Olayın başka bir boyutu ise özellikle Avrupa'dan binlerce militanın DEAŞ'e katılmış olmasıdır. Sömürgelerden Avrupa kıtasına gelmiş olan Müslüman göçmenlerin üçüncü, dördüncü kuşak çocuklarının Avrupa'nın ortasında bir anda radikalleşerek tarihin gördüğü en vahşi terör örgütlerinden birine katılması temelde Avrupa'nın bir meselesidir. Zira yapılan araştırmalara göre örgüte katılmak için Suriye'ye giden ya da Avrupa'da terör saldırıları gerçekleştiren bu teröristlerin radikalleşmeden çok kısa süre önce son derece seküler bir hayat tarzına sahip, genelde uyuşturucu, hırsızlık gibi suçlara bulaşmış, düşük eğitim düzeyine sahip ama özelliklede İslamiyet hakkında en temel bilgilerden yoksun, ekonomik olarak dezavantajlı kesimlerden oluştuğudur. Dolayısıyla esasında olan Avrupa'nın gettolarında yaşanan bir şiddet patlamasının kendisine Batı'nın Ortadoğu'daki politikaları sonucu ortaya çıkmış olan DEAŞ ile bir mecra bulmasından ibarettir denilebilir.
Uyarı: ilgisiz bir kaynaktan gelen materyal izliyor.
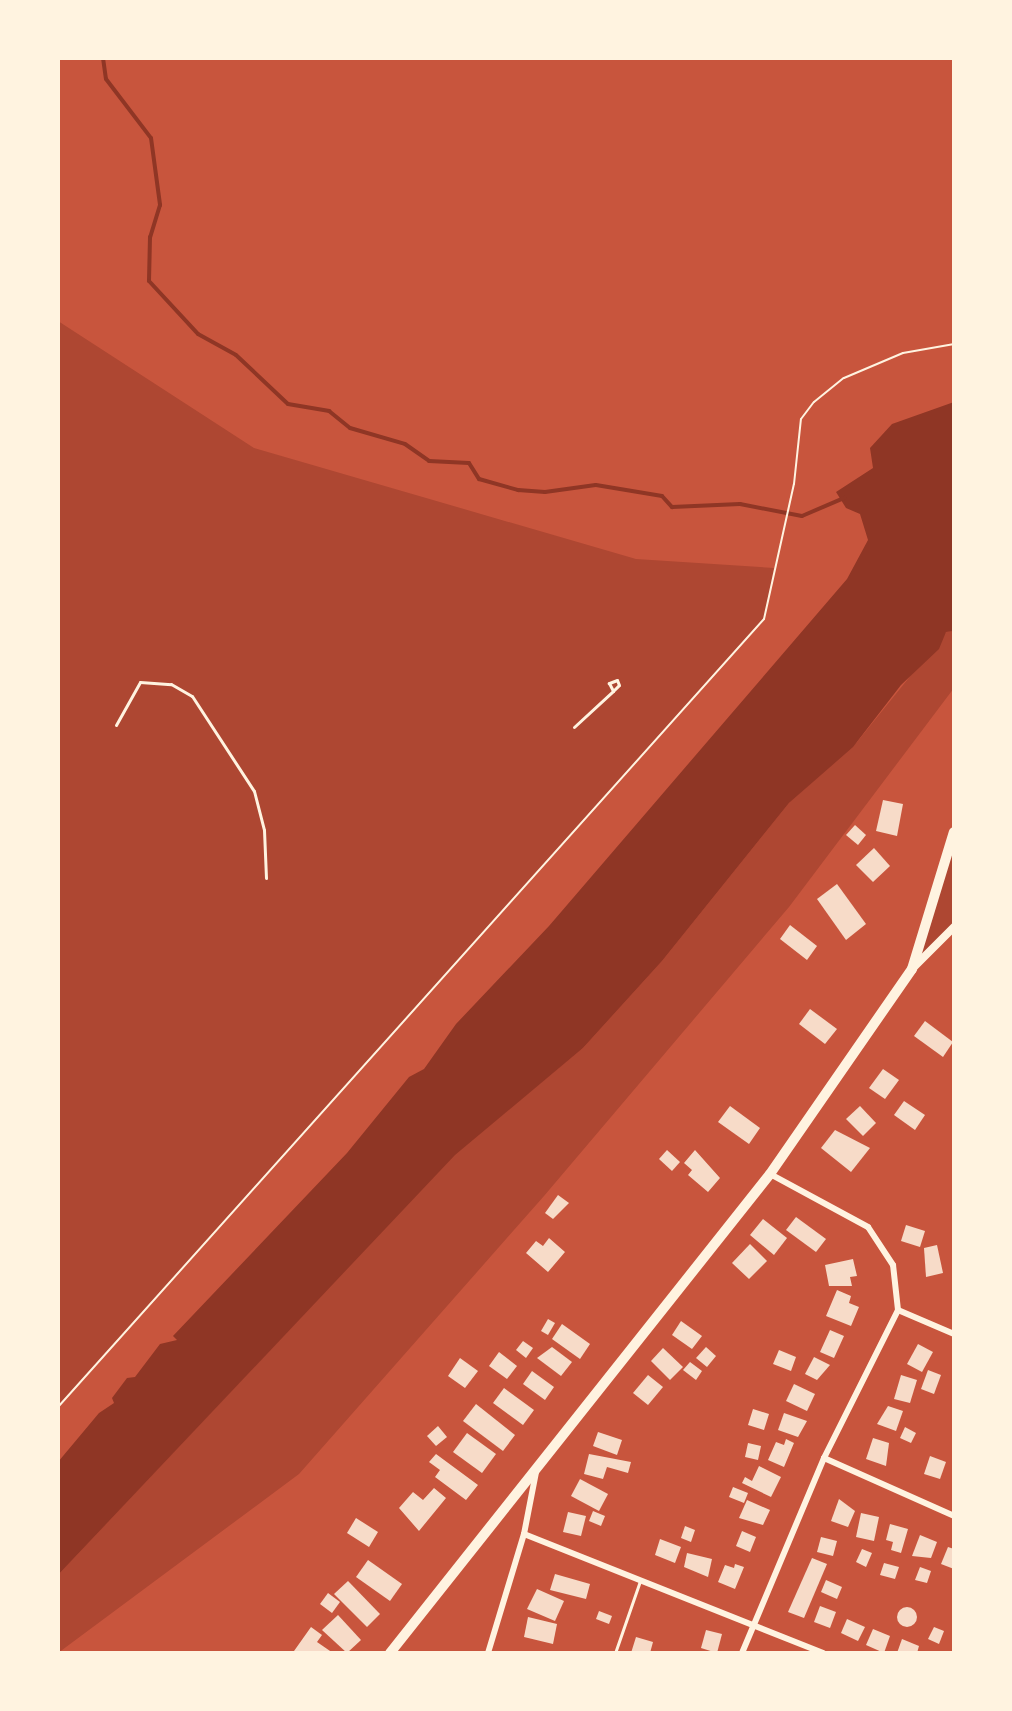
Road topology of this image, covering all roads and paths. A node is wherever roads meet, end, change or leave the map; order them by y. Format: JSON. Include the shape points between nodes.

Buna rağmen her saldırı sonrası bu çağrıların özellikle İslam düşmanlığını körükleyen aşırı sağcı kesimler ama aynı zamanda ana akım siyasetçiler ve medya tarafından gündeme getirilmesi sadece bir amaca hizmet etmektedir. O amaç ise kamuoyu dikkatini Batı toplumlarında hüküm süren ırkçılık ve ayrımcılık gibi temel problemlerden ve Batının Ortadoğu'da uyguladığı politikaların sonuçlarını tartışmaktan uzaklaştırıp sürekli Müslümanların üzerinde yoğunlaştırarak Müslümanları olağan şüpheliler haline getirmek ve İslamiyet ile Müslümanları terör ile özdeşleştirmektir.
[Fikriyat, 16 Haziran 2017].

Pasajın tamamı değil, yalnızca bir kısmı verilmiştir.